### Material for this exercise ###

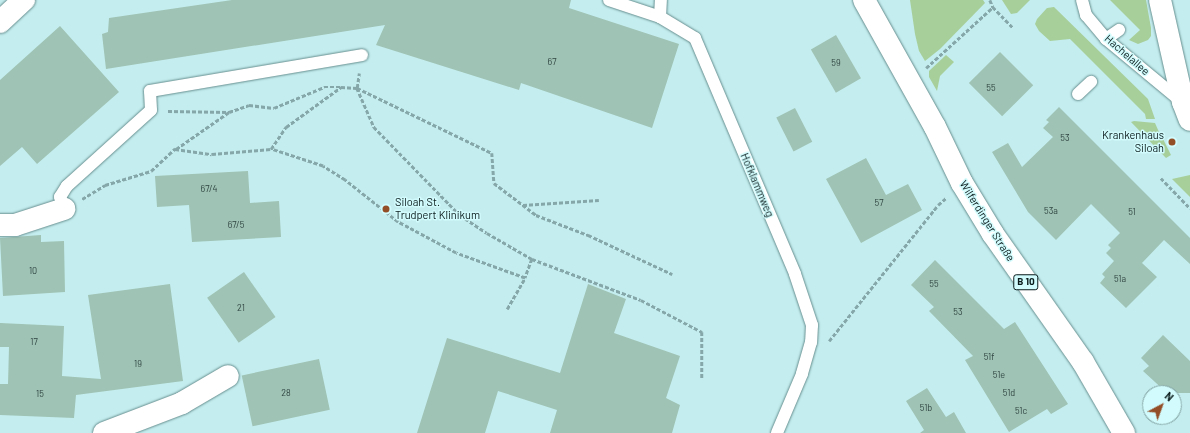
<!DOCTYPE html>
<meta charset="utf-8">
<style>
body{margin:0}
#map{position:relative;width:1190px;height:433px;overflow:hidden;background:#c4edef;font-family:Barlow,sans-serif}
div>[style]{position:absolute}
.green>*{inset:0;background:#a7cf9a}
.building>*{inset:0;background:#9fc3b4;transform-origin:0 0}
.path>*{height:2.5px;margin-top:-1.25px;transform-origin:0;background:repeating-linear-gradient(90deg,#86a7a9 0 4px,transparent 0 6px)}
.roads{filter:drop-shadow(0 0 1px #678e8f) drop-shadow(0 0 1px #678e8f)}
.lane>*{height:12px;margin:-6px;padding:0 6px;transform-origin:6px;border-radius:6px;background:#fff}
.street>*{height:22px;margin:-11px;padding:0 11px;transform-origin:11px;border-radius:11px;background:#fff}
.secondary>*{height:22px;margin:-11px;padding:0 11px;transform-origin:11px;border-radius:11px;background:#fff}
.primary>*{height:22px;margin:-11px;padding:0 11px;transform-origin:11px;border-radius:11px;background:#fff}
.dots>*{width:11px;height:11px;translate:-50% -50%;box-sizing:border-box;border:2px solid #d1fbfc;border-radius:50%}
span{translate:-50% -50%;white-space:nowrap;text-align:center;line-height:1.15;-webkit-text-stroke:3px #d1fbfc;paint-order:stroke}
.number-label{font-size:9px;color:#304542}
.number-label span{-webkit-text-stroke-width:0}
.shield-label span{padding:1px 3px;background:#d1fbfc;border:1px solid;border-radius:3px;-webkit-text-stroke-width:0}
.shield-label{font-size:10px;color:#0b1b1c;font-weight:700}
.street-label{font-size:11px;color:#0b1b1c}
.poi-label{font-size:11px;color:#0b1b1c}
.right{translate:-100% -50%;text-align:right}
.left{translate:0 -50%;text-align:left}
.north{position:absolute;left:1142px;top:385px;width:40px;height:40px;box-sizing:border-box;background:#d1fbfc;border:1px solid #82a1a2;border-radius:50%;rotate:41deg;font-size:11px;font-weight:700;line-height:16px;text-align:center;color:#0b1b1c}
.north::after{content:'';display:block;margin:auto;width:14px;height:18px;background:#944e27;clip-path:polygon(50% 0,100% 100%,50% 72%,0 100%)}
</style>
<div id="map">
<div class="green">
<i style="clip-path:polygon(910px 0,983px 0,985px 3px,940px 49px,925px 61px,919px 51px,915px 34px)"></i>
<i style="clip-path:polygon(1002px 0,1030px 0,1017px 13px,1011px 14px)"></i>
<i style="clip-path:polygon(1110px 0,1146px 0,1151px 28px,1151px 36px,1148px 40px,1138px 44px,1129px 40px,1140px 30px)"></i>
<i style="clip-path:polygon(1054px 7px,1148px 99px,1155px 119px,1146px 119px,1145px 114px,1070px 39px,1050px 41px,1039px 31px,1035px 24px,1037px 19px,1047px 8px)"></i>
<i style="clip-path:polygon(946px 55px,954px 62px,940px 76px,937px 91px,929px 77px,929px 71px)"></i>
<i style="clip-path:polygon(1134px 121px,1155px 123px,1162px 139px,1163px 139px,1171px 155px,1166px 158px,1131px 122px)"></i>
<i style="clip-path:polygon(1190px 175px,1190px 197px,1172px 179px)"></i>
</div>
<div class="building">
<i style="clip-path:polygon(232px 0,571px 0,569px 8px,679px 44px,652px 128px,521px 83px,519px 90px,376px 45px,385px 25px,106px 69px,102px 34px,108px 32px,109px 18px)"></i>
<i style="clip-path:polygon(60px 26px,119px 92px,37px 164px,22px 147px,0 166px,0 80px)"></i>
<i style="left:836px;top:35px;width:50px;height:29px;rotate:60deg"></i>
<i style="left:1000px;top:52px;width:47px;height:44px;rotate:45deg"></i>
<i style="clip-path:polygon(1059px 107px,1190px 238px,1190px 264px,1164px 240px,1142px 263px,1157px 277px,1126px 308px,1100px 283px,1105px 277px,1102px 274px,1114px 261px,1106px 253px,1111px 248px,1108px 245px,1120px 233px,1091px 204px,1056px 240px,1028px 212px,992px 152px,1008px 143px,1022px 167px,1053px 137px,1043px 128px,1049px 122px,1046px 120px)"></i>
<i style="left:795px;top:108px;width:38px;height:21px;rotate:63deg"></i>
<i style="clip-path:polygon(866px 158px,886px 195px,908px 184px,922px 210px,861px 243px,826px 179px)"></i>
<i style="clip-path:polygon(248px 171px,250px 203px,279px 201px,281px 237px,192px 242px,189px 205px,157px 207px,155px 176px)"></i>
<i style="clip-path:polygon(41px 235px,41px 242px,64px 241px,65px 292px,3px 296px,0 238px)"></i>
<i style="clip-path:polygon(935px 260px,1004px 329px,1015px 322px,1068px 404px,1051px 414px,1047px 409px,1009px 432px,965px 360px,973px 356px,929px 311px,934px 307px,911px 285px)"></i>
<i style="left:244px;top:272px;width:55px;height:45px;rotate:55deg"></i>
<i style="clip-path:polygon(170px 284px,183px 381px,76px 395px,74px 418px,0 415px,0 384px,8px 384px,9px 347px,0 347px,0 323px,64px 326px,62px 376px,101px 379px,88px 295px)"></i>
<i style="clip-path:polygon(588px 284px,626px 299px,614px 333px,680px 356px,666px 398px,680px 405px,672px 433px,550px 433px,557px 410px,498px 391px,485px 433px,417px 433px,447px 338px,560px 373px)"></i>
<i style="clip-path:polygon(1163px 335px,1190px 361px,1190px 393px,1167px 393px,1143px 371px,1149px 366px,1141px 358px)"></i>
<i style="left:319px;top:359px;width:52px;height:79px;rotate:78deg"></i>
<i style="clip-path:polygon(927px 388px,946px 417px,954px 412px,966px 433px,920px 433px,924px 430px,906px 401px)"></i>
</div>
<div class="path">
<i style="left:990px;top:0;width:8px;rotate:67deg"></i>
<i style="left:993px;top:7px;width:29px;rotate:46deg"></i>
<i style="left:926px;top:68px;width:91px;rotate:-42.3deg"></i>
<i style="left:357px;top:88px;width:43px;rotate:66.4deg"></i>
<i style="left:374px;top:127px;width:123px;rotate:45.7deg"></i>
<i style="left:460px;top:215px;width:32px;rotate:34deg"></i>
<i style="left:487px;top:233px;width:52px;rotate:30deg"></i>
<i style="left:532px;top:259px;width:20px;rotate:110deg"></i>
<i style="left:525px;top:278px;width:73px;rotate:-160.1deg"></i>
<i style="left:456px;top:253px;width:66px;rotate:-151.9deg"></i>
<i style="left:398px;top:222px;width:68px;rotate:-141.6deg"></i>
<i style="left:345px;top:180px;width:26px;rotate:-148deg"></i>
<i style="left:323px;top:166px;width:55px;rotate:-161.9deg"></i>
<i style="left:271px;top:149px;width:27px;rotate:-56deg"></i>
<i style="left:286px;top:127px;width:68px;rotate:-36deg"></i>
<i style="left:341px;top:87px;width:16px;rotate:4deg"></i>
<i style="left:357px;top:88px;width:15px;rotate:-82deg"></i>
<i style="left:357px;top:88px;width:150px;rotate:25.7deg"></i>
<i style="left:492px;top:153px;width:30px;rotate:86deg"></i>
<i style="left:494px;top:183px;width:53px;rotate:37.3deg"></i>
<i style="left:536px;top:215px;width:56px;rotate:21deg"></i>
<i style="left:588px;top:235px;width:93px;rotate:24.9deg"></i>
<i style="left:168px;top:111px;width:61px;rotate:0.9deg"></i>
<i style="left:229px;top:112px;width:21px;rotate:-19deg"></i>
<i style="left:249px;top:105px;width:25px;rotate:7deg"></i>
<i style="left:274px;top:108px;width:54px;rotate:-22.8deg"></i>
<i style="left:324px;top:87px;width:17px"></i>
<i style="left:176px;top:149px;width:65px;rotate:-34.9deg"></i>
<i style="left:1161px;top:178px;width:42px;rotate:46deg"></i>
<i style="left:82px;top:199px;width:27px;rotate:-31deg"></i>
<i style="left:105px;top:185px;width:48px;rotate:-16.9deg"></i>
<i style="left:151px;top:171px;width:33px;rotate:-43deg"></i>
<i style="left:175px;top:149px;width:37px;rotate:8deg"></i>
<i style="left:212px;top:154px;width:59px;rotate:-4.8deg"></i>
<i style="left:523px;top:205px;width:76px;rotate:-3.8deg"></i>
<i style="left:532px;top:259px;width:116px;rotate:20.6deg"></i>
<i style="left:641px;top:300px;width:69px;rotate:27.7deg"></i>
<i style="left:702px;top:332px;width:46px;rotate:90deg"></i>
<i style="left:507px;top:309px;width:36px;rotate:-60deg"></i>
<i style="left:829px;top:341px;width:174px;rotate:-51.3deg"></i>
<i style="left:938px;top:205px;width:11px;rotate:-41deg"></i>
</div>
<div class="roads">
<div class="lane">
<i style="left:609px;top:0;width:54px;rotate:18.4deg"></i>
<i style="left:660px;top:17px;width:17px;rotate:-87deg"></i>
<i style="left:1082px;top:0;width:16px;rotate:75deg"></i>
<i style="left:1086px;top:15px;width:31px;rotate:50deg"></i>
<i style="left:1106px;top:39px;width:97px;rotate:39.6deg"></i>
<i style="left:660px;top:17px;width:41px;rotate:31deg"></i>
<i style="left:695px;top:38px;width:256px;rotate:67deg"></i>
<i style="left:795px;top:274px;width:54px;rotate:71.6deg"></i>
<i style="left:812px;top:325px;width:17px;rotate:93deg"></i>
<i style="left:811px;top:342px;width:33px;rotate:106deg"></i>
<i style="left:802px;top:374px;width:64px;rotate:113deg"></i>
<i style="left:1106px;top:39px;width:16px;rotate:-35deg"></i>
<i style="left:1078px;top:94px;width:18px;rotate:-43deg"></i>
<i style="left:64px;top:209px;width:13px;rotate:-108deg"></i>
<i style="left:60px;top:197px;width:13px;rotate:-58deg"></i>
<i style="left:67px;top:186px;width:113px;rotate:-42.1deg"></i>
<i style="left:151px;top:110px;width:19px;rotate:-93deg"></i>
<i style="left:150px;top:91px;width:215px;rotate:-9.6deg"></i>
</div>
<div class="street">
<i style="left:0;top:225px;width:15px"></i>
<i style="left:15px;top:225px;width:52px;rotate:-18.1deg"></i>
<i style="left:104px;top:433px;width:84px;rotate:-21deg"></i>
<i style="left:182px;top:403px;width:53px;rotate:-30.4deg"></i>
</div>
<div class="secondary">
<i style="left:1160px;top:0;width:105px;rotate:77.3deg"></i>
<i style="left:1183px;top:102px;width:19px;rotate:69deg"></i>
<i style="left:0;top:22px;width:33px;rotate:-43deg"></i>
</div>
<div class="primary">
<i style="left:864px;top:0;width:145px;rotate:60.8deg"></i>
<i style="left:935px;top:127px;width:62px;rotate:64.3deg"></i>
<i style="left:962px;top:183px;width:60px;rotate:58.7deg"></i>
<i style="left:993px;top:234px;width:156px;rotate:54.9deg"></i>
<i style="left:1083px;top:362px;width:82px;rotate:60deg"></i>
</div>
</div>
<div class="dots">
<i style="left:1172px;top:142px;background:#944e27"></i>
<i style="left:386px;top:209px;background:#944e27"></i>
</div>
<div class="number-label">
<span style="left:552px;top:62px">67</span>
<span style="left:836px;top:63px">59</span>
<span style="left:991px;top:88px">55</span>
<span style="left:1065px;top:138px">53</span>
<span style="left:209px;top:189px">67/4</span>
<span style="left:879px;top:203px">57</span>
<span style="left:1051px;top:211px">53a</span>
<span style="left:1132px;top:212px">51</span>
<span style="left:236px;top:225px">67/5</span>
<span style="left:33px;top:271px">10</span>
<span style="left:1120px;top:279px">51a</span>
<span style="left:934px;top:284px">55</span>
<span style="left:241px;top:308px">21</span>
<span style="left:958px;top:312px">53</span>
<span style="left:34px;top:342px">17</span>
<span style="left:989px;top:357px">51f</span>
<span style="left:138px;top:364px">19</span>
<span style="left:999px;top:375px">51e</span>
<span style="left:286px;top:393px">28</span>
<span style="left:1009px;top:393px">51d</span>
<span style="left:40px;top:394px">15</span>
<span style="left:926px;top:408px">51b</span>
<span style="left:1021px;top:411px">51c</span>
</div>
<div class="shield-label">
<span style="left:1026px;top:282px">B 10</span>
</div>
<div class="street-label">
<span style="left:1127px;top:55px;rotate:41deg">Hachelallee</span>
<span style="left:757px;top:185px;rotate:67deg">Hofklammweg</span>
<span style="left:987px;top:221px;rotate:58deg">Wilferdinger Straße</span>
</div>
<div class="poi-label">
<span class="right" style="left:1164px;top:142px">Krankenhaus<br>Siloah</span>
<span class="left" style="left:395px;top:209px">Siloah St.<br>Trudpert Klinikum</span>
</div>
<div class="north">N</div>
</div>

###

Exercise:
Select the lines in this material that hold the word "lane", leaving none out.

Exercise output:
.lane>*{height:12px;margin:-6px;padding:0 6px;transform-origin:6px;border-radius:6px;background:#fff}
<div class="lane">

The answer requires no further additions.